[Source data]
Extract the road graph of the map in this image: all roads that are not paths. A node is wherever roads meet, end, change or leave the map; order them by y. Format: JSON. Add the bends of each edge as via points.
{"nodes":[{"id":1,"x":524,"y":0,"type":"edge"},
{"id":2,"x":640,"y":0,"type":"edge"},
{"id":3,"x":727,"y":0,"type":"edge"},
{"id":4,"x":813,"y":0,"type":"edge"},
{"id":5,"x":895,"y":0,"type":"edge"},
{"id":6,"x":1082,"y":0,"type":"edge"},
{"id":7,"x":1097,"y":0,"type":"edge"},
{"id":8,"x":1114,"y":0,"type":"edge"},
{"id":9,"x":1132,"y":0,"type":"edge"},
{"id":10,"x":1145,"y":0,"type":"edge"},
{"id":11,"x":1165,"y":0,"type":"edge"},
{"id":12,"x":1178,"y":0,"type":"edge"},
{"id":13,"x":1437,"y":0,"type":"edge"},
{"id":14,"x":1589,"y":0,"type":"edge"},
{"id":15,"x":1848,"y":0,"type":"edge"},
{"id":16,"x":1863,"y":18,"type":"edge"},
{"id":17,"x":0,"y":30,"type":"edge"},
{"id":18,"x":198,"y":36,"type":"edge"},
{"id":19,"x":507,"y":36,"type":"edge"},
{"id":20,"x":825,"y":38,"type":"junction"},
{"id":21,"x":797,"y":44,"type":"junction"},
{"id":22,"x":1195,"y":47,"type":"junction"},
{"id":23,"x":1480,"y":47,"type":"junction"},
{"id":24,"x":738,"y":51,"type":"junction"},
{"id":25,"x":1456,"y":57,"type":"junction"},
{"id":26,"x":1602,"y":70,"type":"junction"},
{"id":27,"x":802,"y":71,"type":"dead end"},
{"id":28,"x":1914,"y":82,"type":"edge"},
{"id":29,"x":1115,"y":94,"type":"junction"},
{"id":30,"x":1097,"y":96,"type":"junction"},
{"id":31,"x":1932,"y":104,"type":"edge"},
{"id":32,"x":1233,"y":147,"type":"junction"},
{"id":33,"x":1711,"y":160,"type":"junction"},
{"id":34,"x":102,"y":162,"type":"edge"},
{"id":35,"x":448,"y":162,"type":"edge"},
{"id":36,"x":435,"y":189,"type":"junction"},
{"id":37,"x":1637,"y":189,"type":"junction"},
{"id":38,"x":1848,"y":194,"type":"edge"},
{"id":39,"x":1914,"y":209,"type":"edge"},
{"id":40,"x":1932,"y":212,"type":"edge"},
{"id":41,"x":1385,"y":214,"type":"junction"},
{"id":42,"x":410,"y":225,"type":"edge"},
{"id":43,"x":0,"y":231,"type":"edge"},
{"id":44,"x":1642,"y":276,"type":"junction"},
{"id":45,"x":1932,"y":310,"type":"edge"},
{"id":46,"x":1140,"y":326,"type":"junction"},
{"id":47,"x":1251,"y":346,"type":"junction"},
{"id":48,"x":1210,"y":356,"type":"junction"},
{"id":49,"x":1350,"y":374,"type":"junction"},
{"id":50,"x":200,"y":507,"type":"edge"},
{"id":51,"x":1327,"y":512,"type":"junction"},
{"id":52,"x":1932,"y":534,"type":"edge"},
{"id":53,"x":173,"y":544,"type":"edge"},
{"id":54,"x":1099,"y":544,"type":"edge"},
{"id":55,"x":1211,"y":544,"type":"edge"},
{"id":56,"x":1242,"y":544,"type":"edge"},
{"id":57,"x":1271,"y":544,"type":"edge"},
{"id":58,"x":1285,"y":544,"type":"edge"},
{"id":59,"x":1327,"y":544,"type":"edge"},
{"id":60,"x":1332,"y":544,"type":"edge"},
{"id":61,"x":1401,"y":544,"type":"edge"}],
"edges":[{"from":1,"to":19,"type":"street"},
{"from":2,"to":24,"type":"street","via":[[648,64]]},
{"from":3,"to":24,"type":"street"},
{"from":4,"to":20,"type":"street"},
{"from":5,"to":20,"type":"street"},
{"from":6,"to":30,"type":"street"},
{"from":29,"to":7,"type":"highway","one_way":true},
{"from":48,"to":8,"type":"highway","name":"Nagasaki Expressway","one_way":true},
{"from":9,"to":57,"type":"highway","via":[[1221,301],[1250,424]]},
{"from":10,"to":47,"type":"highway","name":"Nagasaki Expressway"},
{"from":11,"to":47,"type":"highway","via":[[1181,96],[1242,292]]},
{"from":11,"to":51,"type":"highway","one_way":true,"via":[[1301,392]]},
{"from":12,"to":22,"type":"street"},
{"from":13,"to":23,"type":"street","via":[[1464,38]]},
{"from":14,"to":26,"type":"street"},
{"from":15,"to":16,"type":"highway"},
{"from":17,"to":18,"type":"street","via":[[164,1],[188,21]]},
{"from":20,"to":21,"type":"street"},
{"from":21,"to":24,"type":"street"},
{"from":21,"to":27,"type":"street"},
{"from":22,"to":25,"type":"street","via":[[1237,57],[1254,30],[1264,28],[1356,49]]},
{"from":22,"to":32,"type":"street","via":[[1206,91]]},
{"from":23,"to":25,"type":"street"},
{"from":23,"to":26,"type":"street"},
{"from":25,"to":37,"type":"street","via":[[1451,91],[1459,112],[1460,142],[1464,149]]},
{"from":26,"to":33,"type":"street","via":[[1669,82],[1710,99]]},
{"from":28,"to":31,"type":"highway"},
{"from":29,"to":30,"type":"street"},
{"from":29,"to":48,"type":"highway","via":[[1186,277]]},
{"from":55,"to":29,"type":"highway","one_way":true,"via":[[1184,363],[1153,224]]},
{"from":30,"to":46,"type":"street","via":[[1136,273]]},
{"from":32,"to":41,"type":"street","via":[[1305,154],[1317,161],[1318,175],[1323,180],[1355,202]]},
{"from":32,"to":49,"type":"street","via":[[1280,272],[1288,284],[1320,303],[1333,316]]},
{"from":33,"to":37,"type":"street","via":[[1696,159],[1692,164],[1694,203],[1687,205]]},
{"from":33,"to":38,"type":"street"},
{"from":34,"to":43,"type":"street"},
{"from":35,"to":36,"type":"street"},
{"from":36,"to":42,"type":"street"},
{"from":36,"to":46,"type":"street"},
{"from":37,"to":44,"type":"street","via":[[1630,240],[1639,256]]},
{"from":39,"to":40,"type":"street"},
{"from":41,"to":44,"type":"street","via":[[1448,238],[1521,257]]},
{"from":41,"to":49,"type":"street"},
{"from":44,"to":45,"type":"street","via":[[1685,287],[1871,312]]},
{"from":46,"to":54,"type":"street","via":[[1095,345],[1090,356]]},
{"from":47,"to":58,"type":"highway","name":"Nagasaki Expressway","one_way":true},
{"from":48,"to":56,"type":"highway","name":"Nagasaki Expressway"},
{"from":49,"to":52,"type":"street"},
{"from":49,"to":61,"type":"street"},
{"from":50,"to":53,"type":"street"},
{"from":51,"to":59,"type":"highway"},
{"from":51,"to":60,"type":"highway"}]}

■ **Description of the task**:
Scan the data above and report each line in which "Nagasaki" is present.

■ **Task response**:
{"from":48,"to":8,"type":"highway","name":"Nagasaki Expressway","one_way":true},
{"from":10,"to":47,"type":"highway","name":"Nagasaki Expressway"},
{"from":47,"to":58,"type":"highway","name":"Nagasaki Expressway","one_way":true},
{"from":48,"to":56,"type":"highway","name":"Nagasaki Expressway"},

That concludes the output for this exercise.